Welcome to NerdWallet’s Smart Money podcast, where we answer your real-world money questions.
This week’s episode starts with a discussion about the benefits of being boring with your money.
Then we pivot to this week’s money question from Becky, who sent us an email:
“I was wondering if you could discuss wills and trusts on your podcast? For some background info on myself: I’m married, late 40s, both myself and spouse are in good health, one minor child, one adult child. We have no major debt. The house is 75% paid off. We have life insurance and retirement accounts. What are the benefits of having a will, and what are the things I should be looking for?
Check out this episode on either of these platforms:
Being boring with your money management can give you more opportunities to live your life — and avoid potential financial mistakes. Unless you’re a complete money nerd, chances are that taking care of money tasks can feel like a chore. The more complicated your finances, the more time you may have to spend tending to ongoing maintenance of various accounts. With more streamlined finances, you could have more free time to enjoy the activities you love. At the same time, a “set it and forget it” approach to things like investing can save you from trying to time the market and potentially losing money.
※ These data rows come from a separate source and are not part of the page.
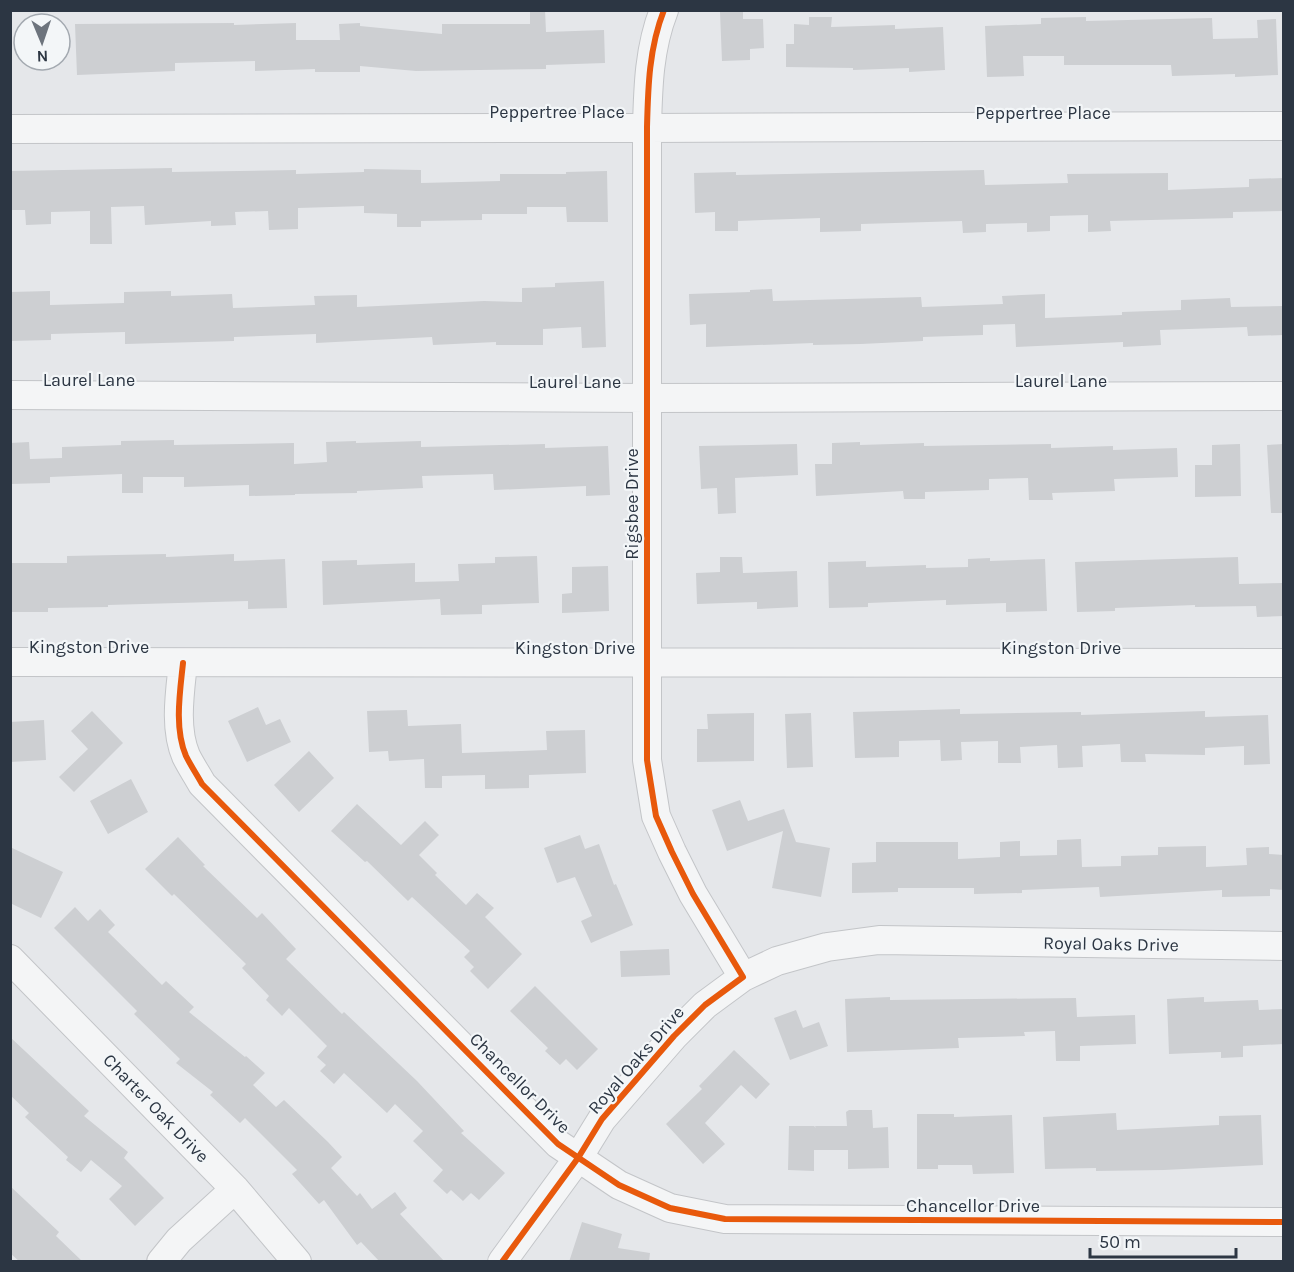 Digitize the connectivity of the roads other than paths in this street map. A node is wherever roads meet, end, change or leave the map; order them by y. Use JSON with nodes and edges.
{"nodes":[{"id":1,"x":664,"y":10,"type":"edge"},
{"id":2,"x":1284,"y":126,"type":"edge"},
{"id":3,"x":647,"y":127,"type":"junction"},
{"id":4,"x":10,"y":129,"type":"edge"},
{"id":5,"x":10,"y":395,"type":"edge"},
{"id":6,"x":1284,"y":396,"type":"edge"},
{"id":7,"x":647,"y":398,"type":"junction"},
{"id":8,"x":10,"y":662,"type":"edge"},
{"id":9,"x":183,"y":663,"type":"junction"},
{"id":10,"x":647,"y":663,"type":"junction"},
{"id":11,"x":1284,"y":663,"type":"edge"},
{"id":12,"x":1284,"y":946,"type":"edge"},
{"id":13,"x":10,"y":959,"type":"edge"},
{"id":14,"x":743,"y":977,"type":"junction"},
{"id":15,"x":578,"y":1158,"type":"junction"},
{"id":16,"x":235,"y":1189,"type":"junction"},
{"id":17,"x":1284,"y":1222,"type":"edge"},
{"id":18,"x":161,"y":1262,"type":"edge"},
{"id":19,"x":297,"y":1262,"type":"edge"},
{"id":20,"x":502,"y":1262,"type":"edge"}],
"edges":[{"from":1,"to":3,"type":"street","name":"Rigsbee Drive"},
{"from":2,"to":3,"type":"street","name":"Peppertree Place"},
{"from":3,"to":4,"type":"street","name":"Peppertree Place"},
{"from":3,"to":7,"type":"street","name":"Rigsbee Drive"},
{"from":5,"to":7,"type":"street","name":"Laurel Lane"},
{"from":6,"to":7,"type":"street","name":"Laurel Lane"},
{"from":7,"to":10,"type":"street","name":"Rigsbee Drive"},
{"from":8,"to":9,"type":"street","name":"Kingston Drive"},
{"from":9,"to":10,"type":"street","name":"Kingston Drive"},
{"from":9,"to":15,"type":"street","name":"Chancellor Drive"},
{"from":10,"to":11,"type":"street","name":"Kingston Drive"},
{"from":10,"to":14,"type":"street","name":"Rigsbee Drive"},
{"from":12,"to":14,"type":"street","name":"Royal Oaks Drive"},
{"from":13,"to":16,"type":"street","name":"Charter Oak Drive"},
{"from":14,"to":15,"type":"street","name":"Royal Oaks Drive"},
{"from":15,"to":17,"type":"street","name":"Chancellor Drive"},
{"from":15,"to":20,"type":"street","name":"Royal Oaks Drive"},
{"from":16,"to":18,"type":"street"},
{"from":16,"to":19,"type":"street","name":"Charter Oak Drive"}]}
If you’re thinking of setting up a will but haven’t already, the good news is that doing so can be simple and affordable. Many online services, like Nolo or Rocket Lawyer, can provide templates for wills. Sorting out your estate is important so that you don’t die “intestate,” a situation in which your estate is distributed according to your state’s laws, rather than your own wishes. Getting your will pinned down can also save your loved ones anguish and uncertainty after you pass.
But a will isn’t the only document you should set up to help you and your family. A living will and a power of attorney can help you have the quality of life that you want in the event you become incapacitated.
Take care of business: You need an estate plan, especially if you have minor children or care about who gets your stuff. In most states, you’ll want a will. In a few states, you should consider a living trust.